*** Opening of SUPPLIED DATA ***
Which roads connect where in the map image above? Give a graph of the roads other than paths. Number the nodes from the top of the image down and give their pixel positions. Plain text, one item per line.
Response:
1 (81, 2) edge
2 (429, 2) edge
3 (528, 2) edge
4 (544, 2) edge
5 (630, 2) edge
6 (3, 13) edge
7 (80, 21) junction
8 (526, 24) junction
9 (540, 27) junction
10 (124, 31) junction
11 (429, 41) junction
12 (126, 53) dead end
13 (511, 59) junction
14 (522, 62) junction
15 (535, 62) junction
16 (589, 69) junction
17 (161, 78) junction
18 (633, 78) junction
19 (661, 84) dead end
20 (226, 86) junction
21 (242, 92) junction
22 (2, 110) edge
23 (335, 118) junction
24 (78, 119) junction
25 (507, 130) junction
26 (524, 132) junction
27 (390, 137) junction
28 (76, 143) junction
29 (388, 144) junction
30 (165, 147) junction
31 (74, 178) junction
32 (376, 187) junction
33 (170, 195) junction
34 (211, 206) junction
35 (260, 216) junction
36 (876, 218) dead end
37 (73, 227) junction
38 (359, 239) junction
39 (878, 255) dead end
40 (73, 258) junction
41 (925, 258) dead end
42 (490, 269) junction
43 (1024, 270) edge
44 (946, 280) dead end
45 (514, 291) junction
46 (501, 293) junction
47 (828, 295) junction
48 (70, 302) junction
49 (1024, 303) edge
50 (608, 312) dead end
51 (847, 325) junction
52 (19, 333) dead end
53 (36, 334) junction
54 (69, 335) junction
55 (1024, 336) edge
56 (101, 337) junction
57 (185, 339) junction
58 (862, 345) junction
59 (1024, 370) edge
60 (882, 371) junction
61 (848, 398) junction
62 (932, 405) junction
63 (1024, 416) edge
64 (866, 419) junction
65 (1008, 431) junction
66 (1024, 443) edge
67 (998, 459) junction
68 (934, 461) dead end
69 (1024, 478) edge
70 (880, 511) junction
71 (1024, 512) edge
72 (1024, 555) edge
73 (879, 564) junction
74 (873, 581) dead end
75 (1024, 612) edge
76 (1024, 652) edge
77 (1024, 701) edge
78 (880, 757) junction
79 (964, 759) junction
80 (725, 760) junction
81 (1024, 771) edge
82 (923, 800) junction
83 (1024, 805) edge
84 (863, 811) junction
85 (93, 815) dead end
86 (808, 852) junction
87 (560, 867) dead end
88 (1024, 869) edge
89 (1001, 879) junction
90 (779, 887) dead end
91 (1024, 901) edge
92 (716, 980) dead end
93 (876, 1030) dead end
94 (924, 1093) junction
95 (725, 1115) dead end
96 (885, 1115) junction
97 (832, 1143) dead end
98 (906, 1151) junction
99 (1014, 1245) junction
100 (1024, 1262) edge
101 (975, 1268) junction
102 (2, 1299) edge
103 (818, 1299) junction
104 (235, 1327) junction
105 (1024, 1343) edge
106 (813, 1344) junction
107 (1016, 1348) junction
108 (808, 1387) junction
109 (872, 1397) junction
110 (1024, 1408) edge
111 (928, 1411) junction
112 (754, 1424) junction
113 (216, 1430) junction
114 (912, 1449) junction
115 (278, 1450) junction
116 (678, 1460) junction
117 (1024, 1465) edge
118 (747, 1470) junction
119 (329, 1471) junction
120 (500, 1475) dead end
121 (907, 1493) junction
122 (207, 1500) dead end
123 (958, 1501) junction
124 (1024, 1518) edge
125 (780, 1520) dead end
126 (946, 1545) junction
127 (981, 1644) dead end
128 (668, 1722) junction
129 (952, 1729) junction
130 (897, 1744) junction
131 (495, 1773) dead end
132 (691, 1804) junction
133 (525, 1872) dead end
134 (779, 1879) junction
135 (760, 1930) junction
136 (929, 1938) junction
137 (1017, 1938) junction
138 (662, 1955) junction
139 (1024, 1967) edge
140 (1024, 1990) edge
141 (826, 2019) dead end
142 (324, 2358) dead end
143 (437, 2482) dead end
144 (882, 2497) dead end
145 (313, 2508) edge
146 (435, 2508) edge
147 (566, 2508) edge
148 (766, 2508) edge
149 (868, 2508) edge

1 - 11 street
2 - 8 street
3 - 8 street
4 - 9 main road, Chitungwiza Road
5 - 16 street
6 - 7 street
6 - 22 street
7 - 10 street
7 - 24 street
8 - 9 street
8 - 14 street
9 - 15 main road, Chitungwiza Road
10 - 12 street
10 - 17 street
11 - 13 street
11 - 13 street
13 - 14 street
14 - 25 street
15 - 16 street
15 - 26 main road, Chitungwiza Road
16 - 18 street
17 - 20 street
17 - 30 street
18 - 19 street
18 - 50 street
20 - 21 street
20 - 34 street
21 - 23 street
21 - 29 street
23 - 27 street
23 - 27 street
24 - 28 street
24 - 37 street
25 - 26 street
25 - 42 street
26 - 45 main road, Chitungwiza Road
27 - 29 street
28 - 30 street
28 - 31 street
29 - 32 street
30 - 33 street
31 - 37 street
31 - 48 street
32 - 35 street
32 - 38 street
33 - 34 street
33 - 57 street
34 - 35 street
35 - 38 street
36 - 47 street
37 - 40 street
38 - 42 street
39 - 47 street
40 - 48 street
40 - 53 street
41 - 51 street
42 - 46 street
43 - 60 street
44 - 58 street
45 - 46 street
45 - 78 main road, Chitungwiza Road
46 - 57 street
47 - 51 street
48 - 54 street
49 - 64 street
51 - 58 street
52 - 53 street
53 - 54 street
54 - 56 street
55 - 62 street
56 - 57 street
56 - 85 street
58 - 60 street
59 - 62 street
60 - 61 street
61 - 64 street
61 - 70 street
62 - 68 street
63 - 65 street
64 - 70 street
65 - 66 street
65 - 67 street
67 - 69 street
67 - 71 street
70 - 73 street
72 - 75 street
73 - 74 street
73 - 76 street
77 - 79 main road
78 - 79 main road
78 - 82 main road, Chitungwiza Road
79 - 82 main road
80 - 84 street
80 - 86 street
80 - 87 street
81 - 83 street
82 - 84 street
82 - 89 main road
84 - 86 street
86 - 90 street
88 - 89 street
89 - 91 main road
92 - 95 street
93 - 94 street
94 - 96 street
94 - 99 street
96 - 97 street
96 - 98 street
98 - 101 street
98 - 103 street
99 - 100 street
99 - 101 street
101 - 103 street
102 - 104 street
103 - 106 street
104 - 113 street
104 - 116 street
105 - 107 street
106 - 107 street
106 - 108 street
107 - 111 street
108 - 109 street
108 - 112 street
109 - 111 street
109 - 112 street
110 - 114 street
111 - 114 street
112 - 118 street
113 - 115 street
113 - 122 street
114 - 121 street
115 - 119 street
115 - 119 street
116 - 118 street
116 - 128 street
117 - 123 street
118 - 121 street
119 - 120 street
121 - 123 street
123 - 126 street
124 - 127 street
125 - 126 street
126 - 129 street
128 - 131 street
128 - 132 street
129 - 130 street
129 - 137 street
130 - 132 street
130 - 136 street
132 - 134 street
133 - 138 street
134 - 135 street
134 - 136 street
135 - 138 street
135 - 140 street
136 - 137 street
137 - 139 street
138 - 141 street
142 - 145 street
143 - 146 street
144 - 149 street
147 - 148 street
*** Close of SUPPLIED DATA ***
EXERCISE - Retype the whole listing above exactly.

WRITTEN ANSWER -
Which roads connect where in the map image above? Give a graph of the roads other than paths. Number the nodes from the top of the image down and give their pixel positions. Plain text, one item per line.
Response:
1 (81, 2) edge
2 (429, 2) edge
3 (528, 2) edge
4 (544, 2) edge
5 (630, 2) edge
6 (3, 13) edge
7 (80, 21) junction
8 (526, 24) junction
9 (540, 27) junction
10 (124, 31) junction
11 (429, 41) junction
12 (126, 53) dead end
13 (511, 59) junction
14 (522, 62) junction
15 (535, 62) junction
16 (589, 69) junction
17 (161, 78) junction
18 (633, 78) junction
19 (661, 84) dead end
20 (226, 86) junction
21 (242, 92) junction
22 (2, 110) edge
23 (335, 118) junction
24 (78, 119) junction
25 (507, 130) junction
26 (524, 132) junction
27 (390, 137) junction
28 (76, 143) junction
29 (388, 144) junction
30 (165, 147) junction
31 (74, 178) junction
32 (376, 187) junction
33 (170, 195) junction
34 (211, 206) junction
35 (260, 216) junction
36 (876, 218) dead end
37 (73, 227) junction
38 (359, 239) junction
39 (878, 255) dead end
40 (73, 258) junction
41 (925, 258) dead end
42 (490, 269) junction
43 (1024, 270) edge
44 (946, 280) dead end
45 (514, 291) junction
46 (501, 293) junction
47 (828, 295) junction
48 (70, 302) junction
49 (1024, 303) edge
50 (608, 312) dead end
51 (847, 325) junction
52 (19, 333) dead end
53 (36, 334) junction
54 (69, 335) junction
55 (1024, 336) edge
56 (101, 337) junction
57 (185, 339) junction
58 (862, 345) junction
59 (1024, 370) edge
60 (882, 371) junction
61 (848, 398) junction
62 (932, 405) junction
63 (1024, 416) edge
64 (866, 419) junction
65 (1008, 431) junction
66 (1024, 443) edge
67 (998, 459) junction
68 (934, 461) dead end
69 (1024, 478) edge
70 (880, 511) junction
71 (1024, 512) edge
72 (1024, 555) edge
73 (879, 564) junction
74 (873, 581) dead end
75 (1024, 612) edge
76 (1024, 652) edge
77 (1024, 701) edge
78 (880, 757) junction
79 (964, 759) junction
80 (725, 760) junction
81 (1024, 771) edge
82 (923, 800) junction
83 (1024, 805) edge
84 (863, 811) junction
85 (93, 815) dead end
86 (808, 852) junction
87 (560, 867) dead end
88 (1024, 869) edge
89 (1001, 879) junction
90 (779, 887) dead end
91 (1024, 901) edge
92 (716, 980) dead end
93 (876, 1030) dead end
94 (924, 1093) junction
95 (725, 1115) dead end
96 (885, 1115) junction
97 (832, 1143) dead end
98 (906, 1151) junction
99 (1014, 1245) junction
100 (1024, 1262) edge
101 (975, 1268) junction
102 (2, 1299) edge
103 (818, 1299) junction
104 (235, 1327) junction
105 (1024, 1343) edge
106 (813, 1344) junction
107 (1016, 1348) junction
108 (808, 1387) junction
109 (872, 1397) junction
110 (1024, 1408) edge
111 (928, 1411) junction
112 (754, 1424) junction
113 (216, 1430) junction
114 (912, 1449) junction
115 (278, 1450) junction
116 (678, 1460) junction
117 (1024, 1465) edge
118 (747, 1470) junction
119 (329, 1471) junction
120 (500, 1475) dead end
121 (907, 1493) junction
122 (207, 1500) dead end
123 (958, 1501) junction
124 (1024, 1518) edge
125 (780, 1520) dead end
126 (946, 1545) junction
127 (981, 1644) dead end
128 (668, 1722) junction
129 (952, 1729) junction
130 (897, 1744) junction
131 (495, 1773) dead end
132 (691, 1804) junction
133 (525, 1872) dead end
134 (779, 1879) junction
135 (760, 1930) junction
136 (929, 1938) junction
137 (1017, 1938) junction
138 (662, 1955) junction
139 (1024, 1967) edge
140 (1024, 1990) edge
141 (826, 2019) dead end
142 (324, 2358) dead end
143 (437, 2482) dead end
144 (882, 2497) dead end
145 (313, 2508) edge
146 (435, 2508) edge
147 (566, 2508) edge
148 (766, 2508) edge
149 (868, 2508) edge

1 - 11 street
2 - 8 street
3 - 8 street
4 - 9 main road, Chitungwiza Road
5 - 16 street
6 - 7 street
6 - 22 street
7 - 10 street
7 - 24 street
8 - 9 street
8 - 14 street
9 - 15 main road, Chitungwiza Road
10 - 12 street
10 - 17 street
11 - 13 street
11 - 13 street
13 - 14 street
14 - 25 street
15 - 16 street
15 - 26 main road, Chitungwiza Road
16 - 18 street
17 - 20 street
17 - 30 street
18 - 19 street
18 - 50 street
20 - 21 street
20 - 34 street
21 - 23 street
21 - 29 street
23 - 27 street
23 - 27 street
24 - 28 street
24 - 37 street
25 - 26 street
25 - 42 street
26 - 45 main road, Chitungwiza Road
27 - 29 street
28 - 30 street
28 - 31 street
29 - 32 street
30 - 33 street
31 - 37 street
31 - 48 street
32 - 35 street
32 - 38 street
33 - 34 street
33 - 57 street
34 - 35 street
35 - 38 street
36 - 47 street
37 - 40 street
38 - 42 street
39 - 47 street
40 - 48 street
40 - 53 street
41 - 51 street
42 - 46 street
43 - 60 street
44 - 58 street
45 - 46 street
45 - 78 main road, Chitungwiza Road
46 - 57 street
47 - 51 street
48 - 54 street
49 - 64 street
51 - 58 street
52 - 53 street
53 - 54 street
54 - 56 street
55 - 62 street
56 - 57 street
56 - 85 street
58 - 60 street
59 - 62 street
60 - 61 street
61 - 64 street
61 - 70 street
62 - 68 street
63 - 65 street
64 - 70 street
65 - 66 street
65 - 67 street
67 - 69 street
67 - 71 street
70 - 73 street
72 - 75 street
73 - 74 street
73 - 76 street
77 - 79 main road
78 - 79 main road
78 - 82 main road, Chitungwiza Road
79 - 82 main road
80 - 84 street
80 - 86 street
80 - 87 street
81 - 83 street
82 - 84 street
82 - 89 main road
84 - 86 street
86 - 90 street
88 - 89 street
89 - 91 main road
92 - 95 street
93 - 94 street
94 - 96 street
94 - 99 street
96 - 97 street
96 - 98 street
98 - 101 street
98 - 103 street
99 - 100 street
99 - 101 street
101 - 103 street
102 - 104 street
103 - 106 street
104 - 113 street
104 - 116 street
105 - 107 street
106 - 107 street
106 - 108 street
107 - 111 street
108 - 109 street
108 - 112 street
109 - 111 street
109 - 112 street
110 - 114 street
111 - 114 street
112 - 118 street
113 - 115 street
113 - 122 street
114 - 121 street
115 - 119 street
115 - 119 street
116 - 118 street
116 - 128 street
117 - 123 street
118 - 121 street
119 - 120 street
121 - 123 street
123 - 126 street
124 - 127 street
125 - 126 street
126 - 129 street
128 - 131 street
128 - 132 street
129 - 130 street
129 - 137 street
130 - 132 street
130 - 136 street
132 - 134 street
133 - 138 street
134 - 135 street
134 - 136 street
135 - 138 street
135 - 140 street
136 - 137 street
137 - 139 street
138 - 141 street
142 - 145 street
143 - 146 street
144 - 149 street
147 - 148 street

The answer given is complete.